Весь сезон. Кипят страсти вокруг фестиваля и, главным образом, премии «Золотая маска», давно рассорившей деятелей театра. Слухи о разгоне экспертного совета, финансовых проверках с далеко идущими выводами, а также увольнении с поста гендиректора Марии Ревякиной и так далее к концу лета заканчиваются проектом нового Положения о премии, рожденном в недрах СТД. В нем несколько проверенных временем сильных глаголов — сократить (число номинаций), усилить (контроль за работой экспертов и жюри), убрать (например, малую форму), учитывать (мнение Минкульта). Слишком много тут подводных камней, не расшибить бы саму «Маску».

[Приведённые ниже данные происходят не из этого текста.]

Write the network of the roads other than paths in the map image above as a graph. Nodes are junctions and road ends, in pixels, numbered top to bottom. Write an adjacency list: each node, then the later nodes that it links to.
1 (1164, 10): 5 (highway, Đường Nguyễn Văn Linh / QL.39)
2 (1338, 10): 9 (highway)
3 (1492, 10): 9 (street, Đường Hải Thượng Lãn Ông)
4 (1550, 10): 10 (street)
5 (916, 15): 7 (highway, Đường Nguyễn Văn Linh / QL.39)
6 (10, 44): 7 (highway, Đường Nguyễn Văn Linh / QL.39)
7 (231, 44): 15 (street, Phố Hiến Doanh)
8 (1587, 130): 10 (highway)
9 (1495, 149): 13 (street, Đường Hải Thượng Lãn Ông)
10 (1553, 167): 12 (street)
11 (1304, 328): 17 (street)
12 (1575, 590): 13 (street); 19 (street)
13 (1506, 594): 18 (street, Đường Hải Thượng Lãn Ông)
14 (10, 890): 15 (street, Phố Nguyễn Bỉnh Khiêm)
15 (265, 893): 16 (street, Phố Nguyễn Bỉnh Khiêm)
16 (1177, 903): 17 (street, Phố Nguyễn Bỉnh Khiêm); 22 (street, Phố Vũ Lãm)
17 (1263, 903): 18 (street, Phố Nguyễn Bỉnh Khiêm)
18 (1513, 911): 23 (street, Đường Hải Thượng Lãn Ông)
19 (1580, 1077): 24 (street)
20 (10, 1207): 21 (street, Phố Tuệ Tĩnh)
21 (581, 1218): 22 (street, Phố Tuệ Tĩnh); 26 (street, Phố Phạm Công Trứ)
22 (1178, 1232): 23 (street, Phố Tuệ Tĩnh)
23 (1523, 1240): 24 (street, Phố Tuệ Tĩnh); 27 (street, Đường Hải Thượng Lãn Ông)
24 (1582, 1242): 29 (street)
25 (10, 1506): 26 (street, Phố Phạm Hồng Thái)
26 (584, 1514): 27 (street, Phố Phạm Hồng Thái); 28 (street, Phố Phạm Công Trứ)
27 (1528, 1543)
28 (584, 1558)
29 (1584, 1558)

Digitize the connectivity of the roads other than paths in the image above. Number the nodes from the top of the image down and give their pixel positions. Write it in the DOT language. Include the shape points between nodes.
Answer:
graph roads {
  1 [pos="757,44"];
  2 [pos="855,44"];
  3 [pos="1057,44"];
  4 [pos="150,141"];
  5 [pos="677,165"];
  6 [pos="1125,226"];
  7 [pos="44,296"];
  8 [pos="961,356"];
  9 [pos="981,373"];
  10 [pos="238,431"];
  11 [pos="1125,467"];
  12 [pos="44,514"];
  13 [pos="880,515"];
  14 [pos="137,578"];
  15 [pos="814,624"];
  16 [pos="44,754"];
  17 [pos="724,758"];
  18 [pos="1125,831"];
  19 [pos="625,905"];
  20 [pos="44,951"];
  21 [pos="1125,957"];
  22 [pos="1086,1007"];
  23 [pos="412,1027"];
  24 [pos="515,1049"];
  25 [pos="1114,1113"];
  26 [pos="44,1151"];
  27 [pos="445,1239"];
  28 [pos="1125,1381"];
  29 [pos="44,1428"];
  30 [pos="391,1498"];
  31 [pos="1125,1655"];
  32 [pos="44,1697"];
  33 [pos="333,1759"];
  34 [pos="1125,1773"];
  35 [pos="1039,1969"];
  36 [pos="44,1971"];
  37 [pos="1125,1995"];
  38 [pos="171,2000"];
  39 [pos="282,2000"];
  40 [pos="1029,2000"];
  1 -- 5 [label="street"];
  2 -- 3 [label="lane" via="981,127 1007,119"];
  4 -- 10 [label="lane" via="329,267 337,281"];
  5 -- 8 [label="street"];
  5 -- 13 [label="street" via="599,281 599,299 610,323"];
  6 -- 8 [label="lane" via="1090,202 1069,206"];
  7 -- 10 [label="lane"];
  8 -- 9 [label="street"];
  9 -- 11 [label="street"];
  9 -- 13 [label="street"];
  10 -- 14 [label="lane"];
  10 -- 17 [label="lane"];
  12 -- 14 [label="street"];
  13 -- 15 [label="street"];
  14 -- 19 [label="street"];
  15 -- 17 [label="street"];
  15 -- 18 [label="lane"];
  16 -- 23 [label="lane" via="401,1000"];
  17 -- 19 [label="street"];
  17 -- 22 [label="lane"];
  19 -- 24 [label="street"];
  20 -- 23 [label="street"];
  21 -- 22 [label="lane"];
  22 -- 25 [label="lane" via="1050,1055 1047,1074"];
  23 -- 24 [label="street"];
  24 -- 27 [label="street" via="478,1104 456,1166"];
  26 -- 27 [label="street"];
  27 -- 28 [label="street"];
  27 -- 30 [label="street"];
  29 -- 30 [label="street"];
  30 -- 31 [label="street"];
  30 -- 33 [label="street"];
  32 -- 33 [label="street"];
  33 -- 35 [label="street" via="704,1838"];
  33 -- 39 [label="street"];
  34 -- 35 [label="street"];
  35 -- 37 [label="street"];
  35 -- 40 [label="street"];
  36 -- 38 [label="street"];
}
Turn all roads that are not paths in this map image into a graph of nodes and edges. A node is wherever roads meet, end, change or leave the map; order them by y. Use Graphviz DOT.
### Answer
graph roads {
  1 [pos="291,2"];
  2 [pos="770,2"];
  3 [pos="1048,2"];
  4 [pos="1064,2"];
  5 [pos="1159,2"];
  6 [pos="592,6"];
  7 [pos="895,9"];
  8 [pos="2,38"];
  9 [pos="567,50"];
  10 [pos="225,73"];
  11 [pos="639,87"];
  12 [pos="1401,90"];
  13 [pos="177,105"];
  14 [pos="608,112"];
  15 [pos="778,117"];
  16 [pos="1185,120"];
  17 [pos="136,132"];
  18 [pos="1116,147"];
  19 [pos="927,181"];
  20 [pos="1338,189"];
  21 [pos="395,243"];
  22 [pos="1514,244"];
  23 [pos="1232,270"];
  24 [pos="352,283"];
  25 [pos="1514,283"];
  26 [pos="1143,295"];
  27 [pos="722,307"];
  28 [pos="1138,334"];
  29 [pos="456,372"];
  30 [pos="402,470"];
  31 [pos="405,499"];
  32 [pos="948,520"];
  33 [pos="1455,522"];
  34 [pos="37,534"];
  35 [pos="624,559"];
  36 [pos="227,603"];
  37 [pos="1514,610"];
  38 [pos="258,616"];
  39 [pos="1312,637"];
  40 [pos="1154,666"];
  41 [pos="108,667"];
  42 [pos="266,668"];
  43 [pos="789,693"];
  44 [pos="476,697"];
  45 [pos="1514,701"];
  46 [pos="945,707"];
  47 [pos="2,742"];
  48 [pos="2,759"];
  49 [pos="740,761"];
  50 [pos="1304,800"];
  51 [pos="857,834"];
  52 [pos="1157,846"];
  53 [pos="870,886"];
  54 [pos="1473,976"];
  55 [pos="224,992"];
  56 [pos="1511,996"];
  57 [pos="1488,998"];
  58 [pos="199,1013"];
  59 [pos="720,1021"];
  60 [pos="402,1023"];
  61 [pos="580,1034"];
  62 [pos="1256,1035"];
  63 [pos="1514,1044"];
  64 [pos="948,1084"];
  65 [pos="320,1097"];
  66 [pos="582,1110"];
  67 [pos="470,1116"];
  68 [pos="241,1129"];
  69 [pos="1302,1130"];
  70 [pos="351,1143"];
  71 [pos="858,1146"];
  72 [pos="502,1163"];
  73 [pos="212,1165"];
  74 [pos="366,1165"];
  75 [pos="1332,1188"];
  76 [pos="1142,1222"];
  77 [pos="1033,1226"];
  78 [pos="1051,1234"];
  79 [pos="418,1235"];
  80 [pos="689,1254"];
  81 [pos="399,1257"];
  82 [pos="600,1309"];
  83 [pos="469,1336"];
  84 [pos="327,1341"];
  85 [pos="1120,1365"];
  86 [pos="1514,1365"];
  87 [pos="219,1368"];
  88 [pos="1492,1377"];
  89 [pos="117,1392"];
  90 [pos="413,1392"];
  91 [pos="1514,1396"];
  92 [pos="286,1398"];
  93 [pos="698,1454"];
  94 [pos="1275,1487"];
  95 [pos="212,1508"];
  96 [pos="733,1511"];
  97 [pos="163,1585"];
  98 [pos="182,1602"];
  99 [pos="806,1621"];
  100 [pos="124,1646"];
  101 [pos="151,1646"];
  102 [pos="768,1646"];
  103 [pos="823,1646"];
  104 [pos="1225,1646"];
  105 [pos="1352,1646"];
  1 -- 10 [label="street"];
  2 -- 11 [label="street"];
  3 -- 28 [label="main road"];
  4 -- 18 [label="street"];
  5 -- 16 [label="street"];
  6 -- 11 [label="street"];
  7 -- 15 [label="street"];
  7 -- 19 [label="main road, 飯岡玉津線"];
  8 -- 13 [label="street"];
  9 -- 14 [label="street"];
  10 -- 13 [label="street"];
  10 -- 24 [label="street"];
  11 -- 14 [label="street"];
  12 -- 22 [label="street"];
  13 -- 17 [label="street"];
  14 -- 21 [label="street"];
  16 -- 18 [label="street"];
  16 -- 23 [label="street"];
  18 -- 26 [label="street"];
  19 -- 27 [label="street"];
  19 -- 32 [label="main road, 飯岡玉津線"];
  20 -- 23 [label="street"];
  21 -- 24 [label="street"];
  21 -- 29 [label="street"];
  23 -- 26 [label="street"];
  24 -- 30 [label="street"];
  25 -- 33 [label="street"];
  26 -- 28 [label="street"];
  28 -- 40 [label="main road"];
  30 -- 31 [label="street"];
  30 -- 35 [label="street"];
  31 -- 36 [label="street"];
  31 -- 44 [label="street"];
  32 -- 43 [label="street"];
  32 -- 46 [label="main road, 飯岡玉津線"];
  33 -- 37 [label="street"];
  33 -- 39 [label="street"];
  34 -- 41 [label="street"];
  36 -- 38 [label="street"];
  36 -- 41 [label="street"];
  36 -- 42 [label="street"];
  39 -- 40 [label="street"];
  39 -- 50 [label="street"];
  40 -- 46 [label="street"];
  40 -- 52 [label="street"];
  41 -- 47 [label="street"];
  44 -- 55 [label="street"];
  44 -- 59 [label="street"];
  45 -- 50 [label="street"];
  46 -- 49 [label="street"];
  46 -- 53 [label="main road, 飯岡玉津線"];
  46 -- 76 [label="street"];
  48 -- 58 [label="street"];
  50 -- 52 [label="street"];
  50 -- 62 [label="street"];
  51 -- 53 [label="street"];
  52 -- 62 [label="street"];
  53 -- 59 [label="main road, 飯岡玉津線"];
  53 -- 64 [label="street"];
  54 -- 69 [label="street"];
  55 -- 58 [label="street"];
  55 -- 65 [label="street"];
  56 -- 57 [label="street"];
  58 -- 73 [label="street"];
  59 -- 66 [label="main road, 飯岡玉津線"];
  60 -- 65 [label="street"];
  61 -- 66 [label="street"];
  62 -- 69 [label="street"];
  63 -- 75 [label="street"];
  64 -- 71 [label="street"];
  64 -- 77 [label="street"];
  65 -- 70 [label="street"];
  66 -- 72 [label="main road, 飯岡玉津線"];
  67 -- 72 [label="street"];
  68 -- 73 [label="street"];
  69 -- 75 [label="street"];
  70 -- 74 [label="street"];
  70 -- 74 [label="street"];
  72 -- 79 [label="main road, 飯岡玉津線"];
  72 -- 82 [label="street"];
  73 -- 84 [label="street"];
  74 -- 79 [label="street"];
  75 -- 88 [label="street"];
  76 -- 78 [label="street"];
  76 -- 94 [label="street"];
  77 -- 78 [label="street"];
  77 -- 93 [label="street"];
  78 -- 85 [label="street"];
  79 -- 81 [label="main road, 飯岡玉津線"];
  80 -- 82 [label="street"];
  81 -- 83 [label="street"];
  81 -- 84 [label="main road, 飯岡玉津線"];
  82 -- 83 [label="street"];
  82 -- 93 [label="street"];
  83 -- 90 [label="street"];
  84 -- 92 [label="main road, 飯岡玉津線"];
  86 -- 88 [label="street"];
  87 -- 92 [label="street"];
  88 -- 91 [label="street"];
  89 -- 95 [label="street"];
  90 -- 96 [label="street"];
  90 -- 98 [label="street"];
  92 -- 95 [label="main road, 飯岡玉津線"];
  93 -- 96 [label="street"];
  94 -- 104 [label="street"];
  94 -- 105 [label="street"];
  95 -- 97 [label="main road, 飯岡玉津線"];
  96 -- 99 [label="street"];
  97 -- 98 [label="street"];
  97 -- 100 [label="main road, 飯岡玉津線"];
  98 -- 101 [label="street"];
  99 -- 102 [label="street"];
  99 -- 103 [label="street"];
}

Нынешний август. Одна за одной, с разницей в несколько часов, умирают Юлия Борисова и Вера Васильева. Одногодки, обе из последних народных артисток СССР, прожившие долгую и счастливую жизнь: дожили без двух лет до ста, на сцену выходили до последнего. В жизни каждой был один муж и один театр — Вахтанговский у Борисовой и Сатира у Васильевой. Всю жизнь они избегали публичности (Борисова вообще не давала интервью), считая это пустым делом и суетой, мешающей Служению его величеству театру. Какой ценой давалось это служение, уже не узнает никто, но каждая в русском театре была королевой.